Input records:
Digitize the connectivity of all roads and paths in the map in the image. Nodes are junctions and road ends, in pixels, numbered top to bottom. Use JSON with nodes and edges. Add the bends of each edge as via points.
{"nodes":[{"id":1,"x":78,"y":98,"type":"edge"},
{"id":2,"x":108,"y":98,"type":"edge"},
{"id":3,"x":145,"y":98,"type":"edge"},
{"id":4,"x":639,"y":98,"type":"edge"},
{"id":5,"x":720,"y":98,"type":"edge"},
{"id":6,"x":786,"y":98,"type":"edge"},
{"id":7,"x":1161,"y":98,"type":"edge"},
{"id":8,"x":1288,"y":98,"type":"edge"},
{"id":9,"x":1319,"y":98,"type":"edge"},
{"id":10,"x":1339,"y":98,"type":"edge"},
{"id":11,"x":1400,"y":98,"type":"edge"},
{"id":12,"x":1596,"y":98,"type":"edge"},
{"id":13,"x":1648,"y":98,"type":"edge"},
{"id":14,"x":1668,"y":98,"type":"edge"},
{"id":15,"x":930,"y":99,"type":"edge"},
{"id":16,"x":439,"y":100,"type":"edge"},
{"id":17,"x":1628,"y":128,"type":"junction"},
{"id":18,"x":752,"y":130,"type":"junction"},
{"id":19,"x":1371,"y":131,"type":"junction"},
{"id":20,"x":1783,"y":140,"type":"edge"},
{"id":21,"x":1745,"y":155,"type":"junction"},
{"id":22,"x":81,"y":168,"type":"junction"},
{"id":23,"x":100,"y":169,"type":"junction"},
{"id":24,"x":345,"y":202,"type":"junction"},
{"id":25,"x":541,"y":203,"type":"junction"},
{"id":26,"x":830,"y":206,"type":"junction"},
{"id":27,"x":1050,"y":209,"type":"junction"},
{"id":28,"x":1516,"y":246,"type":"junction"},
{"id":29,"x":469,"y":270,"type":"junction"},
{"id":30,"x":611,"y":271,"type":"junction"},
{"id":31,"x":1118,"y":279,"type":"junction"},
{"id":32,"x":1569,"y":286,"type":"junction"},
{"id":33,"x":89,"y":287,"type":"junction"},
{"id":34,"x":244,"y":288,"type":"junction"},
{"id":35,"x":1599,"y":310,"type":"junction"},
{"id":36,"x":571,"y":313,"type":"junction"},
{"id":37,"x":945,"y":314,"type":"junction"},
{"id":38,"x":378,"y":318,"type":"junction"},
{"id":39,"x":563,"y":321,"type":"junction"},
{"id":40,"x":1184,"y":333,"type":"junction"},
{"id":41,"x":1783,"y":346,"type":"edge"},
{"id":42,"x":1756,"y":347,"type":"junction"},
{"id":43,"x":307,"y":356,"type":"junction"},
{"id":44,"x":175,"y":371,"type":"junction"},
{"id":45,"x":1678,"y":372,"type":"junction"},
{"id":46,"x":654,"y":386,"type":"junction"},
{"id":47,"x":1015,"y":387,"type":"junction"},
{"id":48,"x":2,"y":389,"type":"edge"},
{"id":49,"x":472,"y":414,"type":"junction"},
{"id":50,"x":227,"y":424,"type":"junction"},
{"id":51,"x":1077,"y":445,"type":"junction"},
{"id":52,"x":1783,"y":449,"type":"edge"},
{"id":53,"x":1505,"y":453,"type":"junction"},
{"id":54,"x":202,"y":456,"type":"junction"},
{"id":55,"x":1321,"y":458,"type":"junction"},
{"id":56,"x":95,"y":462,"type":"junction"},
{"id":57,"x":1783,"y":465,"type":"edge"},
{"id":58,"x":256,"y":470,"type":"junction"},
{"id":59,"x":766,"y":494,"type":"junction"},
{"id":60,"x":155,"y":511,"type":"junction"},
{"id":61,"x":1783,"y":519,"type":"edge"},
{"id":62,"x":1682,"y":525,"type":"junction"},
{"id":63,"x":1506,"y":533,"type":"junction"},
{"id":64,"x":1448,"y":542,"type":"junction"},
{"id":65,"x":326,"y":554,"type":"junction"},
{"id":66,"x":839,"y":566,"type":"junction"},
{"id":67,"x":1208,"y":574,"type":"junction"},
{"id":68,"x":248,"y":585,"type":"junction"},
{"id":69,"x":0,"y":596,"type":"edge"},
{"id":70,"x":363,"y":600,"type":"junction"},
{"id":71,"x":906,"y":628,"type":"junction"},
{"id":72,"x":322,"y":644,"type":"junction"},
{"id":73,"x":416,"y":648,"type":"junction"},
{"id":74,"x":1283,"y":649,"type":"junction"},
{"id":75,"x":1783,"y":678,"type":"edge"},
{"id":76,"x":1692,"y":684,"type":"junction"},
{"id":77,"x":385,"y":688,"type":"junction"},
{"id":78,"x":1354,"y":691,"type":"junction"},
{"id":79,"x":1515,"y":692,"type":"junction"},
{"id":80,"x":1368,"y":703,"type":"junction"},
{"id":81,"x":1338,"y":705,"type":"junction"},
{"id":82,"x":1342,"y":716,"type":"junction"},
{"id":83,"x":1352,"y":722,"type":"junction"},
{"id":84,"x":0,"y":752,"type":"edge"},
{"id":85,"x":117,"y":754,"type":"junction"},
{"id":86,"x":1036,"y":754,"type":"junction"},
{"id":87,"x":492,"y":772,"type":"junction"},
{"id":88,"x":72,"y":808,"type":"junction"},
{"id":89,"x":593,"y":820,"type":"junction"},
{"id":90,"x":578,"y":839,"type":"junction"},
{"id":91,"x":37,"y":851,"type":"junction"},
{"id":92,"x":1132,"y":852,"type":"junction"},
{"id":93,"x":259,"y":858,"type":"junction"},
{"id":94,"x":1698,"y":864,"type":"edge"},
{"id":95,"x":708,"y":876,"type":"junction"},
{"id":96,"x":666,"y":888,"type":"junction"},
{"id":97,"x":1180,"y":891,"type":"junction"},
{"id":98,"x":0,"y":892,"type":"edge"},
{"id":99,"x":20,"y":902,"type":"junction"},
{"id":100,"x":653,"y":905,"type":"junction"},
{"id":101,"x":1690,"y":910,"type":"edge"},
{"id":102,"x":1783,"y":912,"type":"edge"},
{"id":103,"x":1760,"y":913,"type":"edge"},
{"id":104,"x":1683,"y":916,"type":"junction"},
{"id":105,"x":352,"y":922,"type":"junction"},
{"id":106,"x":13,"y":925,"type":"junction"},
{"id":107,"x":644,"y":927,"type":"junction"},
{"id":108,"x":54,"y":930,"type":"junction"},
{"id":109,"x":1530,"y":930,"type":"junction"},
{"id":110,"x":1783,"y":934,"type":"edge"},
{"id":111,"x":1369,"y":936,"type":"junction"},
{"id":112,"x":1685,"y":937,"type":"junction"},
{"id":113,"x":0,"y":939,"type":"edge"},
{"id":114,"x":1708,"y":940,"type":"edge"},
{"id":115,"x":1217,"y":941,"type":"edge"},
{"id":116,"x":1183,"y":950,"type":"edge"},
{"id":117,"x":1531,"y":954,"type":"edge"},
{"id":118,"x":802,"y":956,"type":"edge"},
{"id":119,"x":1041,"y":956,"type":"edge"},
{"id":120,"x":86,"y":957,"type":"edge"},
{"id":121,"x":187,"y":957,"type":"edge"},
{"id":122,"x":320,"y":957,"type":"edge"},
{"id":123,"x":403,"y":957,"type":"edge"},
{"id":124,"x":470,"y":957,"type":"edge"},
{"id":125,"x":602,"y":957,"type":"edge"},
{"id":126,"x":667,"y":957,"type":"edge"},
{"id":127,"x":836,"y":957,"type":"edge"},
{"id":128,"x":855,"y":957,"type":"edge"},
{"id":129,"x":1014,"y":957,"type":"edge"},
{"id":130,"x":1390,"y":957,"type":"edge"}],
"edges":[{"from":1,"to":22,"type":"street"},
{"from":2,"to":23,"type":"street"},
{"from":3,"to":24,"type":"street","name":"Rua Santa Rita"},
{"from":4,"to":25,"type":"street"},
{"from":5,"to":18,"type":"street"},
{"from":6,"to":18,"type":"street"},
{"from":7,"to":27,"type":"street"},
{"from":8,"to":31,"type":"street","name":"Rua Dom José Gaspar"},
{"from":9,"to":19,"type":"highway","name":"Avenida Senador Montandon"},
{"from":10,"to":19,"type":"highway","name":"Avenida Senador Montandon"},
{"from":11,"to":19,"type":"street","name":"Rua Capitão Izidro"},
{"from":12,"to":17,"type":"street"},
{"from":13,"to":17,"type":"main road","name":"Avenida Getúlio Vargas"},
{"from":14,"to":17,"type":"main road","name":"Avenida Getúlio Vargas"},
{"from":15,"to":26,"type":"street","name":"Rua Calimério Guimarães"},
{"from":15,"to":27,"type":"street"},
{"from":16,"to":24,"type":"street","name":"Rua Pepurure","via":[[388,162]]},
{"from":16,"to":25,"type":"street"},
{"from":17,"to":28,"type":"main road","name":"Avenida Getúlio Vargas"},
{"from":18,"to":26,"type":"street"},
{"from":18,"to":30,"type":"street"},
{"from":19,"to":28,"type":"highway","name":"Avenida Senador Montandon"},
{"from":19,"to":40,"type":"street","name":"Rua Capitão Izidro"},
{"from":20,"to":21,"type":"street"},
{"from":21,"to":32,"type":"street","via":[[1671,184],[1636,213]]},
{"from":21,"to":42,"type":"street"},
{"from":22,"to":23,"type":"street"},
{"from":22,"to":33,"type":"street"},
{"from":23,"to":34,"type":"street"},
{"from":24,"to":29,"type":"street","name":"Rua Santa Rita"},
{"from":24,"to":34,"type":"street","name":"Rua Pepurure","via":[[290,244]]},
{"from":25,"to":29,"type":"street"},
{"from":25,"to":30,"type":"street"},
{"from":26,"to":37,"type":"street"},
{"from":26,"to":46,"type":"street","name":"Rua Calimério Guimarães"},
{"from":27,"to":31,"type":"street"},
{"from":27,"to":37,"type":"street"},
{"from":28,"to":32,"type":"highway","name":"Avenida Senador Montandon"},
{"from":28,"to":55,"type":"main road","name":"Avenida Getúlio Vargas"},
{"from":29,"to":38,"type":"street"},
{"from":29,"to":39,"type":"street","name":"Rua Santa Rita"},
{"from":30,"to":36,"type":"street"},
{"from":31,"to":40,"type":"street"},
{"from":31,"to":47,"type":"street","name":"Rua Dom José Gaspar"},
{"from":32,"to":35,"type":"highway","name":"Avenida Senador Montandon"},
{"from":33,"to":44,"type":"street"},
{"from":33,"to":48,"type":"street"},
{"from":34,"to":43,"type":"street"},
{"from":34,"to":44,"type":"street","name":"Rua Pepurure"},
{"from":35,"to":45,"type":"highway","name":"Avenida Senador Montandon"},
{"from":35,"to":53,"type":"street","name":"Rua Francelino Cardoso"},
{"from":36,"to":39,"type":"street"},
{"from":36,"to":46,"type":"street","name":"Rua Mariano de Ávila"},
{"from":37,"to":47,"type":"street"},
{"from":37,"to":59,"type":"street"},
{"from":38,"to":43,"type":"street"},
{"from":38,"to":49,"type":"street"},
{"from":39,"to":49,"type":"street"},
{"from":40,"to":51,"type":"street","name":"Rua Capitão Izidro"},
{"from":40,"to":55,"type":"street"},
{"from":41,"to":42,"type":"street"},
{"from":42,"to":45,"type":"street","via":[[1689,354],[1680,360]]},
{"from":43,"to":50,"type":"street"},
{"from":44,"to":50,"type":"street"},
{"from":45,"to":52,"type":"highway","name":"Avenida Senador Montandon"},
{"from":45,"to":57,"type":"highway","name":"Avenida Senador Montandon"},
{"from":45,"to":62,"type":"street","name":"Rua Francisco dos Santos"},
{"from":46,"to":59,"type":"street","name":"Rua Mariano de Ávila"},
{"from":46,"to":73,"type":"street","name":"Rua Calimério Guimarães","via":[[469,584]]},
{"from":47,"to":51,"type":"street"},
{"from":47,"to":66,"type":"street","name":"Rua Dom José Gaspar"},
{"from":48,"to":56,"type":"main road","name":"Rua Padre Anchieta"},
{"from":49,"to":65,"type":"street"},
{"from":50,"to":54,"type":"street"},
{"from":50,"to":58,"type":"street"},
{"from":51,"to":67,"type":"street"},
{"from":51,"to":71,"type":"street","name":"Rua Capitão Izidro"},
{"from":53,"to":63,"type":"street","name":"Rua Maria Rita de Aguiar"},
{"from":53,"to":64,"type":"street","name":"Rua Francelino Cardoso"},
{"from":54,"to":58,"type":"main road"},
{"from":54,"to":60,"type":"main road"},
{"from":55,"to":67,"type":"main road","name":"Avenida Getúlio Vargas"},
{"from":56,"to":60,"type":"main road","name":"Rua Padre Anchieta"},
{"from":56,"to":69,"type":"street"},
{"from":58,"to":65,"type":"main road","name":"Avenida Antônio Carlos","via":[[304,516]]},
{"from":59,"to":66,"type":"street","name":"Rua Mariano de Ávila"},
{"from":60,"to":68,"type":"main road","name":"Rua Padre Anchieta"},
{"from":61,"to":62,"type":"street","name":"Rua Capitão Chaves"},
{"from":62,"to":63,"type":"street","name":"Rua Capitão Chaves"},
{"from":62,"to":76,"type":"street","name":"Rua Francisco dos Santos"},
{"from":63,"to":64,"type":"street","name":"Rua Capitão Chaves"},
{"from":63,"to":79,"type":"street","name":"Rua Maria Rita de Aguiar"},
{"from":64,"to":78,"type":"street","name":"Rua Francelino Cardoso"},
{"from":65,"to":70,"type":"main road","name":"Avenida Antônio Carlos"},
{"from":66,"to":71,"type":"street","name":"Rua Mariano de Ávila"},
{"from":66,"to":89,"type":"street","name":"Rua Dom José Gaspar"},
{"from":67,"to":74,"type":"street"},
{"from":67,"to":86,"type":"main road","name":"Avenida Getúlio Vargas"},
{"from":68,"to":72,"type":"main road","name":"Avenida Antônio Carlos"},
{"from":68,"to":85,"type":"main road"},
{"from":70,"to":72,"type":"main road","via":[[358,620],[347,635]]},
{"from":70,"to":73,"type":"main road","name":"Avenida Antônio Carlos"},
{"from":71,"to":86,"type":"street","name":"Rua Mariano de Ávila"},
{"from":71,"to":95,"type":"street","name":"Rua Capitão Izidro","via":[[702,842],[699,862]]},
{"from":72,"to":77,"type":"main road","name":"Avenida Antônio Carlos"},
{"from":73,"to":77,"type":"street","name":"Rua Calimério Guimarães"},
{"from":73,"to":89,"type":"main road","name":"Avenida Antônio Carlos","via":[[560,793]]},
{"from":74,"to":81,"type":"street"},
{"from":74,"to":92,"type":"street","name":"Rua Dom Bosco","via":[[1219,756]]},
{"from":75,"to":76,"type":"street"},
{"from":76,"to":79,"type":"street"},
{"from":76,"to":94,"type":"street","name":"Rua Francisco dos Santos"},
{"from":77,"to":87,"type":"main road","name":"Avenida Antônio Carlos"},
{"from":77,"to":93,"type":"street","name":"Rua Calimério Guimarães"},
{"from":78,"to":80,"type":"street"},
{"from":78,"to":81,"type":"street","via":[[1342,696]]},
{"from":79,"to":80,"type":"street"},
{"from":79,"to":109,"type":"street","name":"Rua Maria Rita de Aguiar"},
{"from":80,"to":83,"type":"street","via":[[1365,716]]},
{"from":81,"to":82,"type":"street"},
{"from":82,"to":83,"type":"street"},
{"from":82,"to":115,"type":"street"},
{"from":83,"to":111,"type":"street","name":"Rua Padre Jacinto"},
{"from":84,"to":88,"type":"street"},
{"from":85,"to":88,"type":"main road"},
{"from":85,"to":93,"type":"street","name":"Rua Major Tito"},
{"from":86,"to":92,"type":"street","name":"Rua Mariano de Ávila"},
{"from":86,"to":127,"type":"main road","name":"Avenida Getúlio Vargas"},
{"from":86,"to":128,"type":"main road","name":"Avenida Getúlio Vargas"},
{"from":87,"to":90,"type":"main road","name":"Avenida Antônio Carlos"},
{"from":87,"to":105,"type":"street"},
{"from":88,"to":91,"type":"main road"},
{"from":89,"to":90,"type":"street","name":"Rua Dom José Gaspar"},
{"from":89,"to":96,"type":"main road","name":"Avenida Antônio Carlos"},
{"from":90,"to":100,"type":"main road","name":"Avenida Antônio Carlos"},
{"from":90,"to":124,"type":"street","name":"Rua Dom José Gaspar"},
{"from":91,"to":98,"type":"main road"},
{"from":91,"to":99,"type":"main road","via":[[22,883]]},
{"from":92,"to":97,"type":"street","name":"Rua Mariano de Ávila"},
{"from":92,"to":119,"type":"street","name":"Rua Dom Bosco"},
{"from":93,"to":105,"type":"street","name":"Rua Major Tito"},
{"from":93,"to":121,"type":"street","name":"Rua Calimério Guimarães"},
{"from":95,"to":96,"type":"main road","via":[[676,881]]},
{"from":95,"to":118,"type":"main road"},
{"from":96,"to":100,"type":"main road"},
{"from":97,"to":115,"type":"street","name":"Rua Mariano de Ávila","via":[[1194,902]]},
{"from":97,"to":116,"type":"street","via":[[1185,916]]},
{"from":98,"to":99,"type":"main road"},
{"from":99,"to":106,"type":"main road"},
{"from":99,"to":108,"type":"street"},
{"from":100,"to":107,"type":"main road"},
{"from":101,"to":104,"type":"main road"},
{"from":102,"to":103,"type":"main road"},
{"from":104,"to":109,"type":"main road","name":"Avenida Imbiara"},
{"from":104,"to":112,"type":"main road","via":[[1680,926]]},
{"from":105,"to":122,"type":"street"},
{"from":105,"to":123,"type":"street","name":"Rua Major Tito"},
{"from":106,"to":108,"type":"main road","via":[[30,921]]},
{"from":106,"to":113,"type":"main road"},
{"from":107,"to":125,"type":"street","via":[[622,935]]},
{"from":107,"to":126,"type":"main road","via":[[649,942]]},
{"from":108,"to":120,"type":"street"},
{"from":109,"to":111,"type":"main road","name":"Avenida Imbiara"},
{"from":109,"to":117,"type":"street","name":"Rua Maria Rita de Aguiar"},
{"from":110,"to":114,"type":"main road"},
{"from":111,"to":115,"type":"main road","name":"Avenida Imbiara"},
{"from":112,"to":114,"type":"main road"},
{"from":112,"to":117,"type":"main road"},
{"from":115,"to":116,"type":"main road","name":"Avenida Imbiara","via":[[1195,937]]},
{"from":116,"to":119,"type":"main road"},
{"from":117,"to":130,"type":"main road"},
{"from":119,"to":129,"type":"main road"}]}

Required work: In the listing above, find the lines holding the word "Bosco" and copy them.

Reply:
{"from":74,"to":92,"type":"street","name":"Rua Dom Bosco","via":[[1219,756]]},
{"from":92,"to":119,"type":"street","name":"Rua Dom Bosco"},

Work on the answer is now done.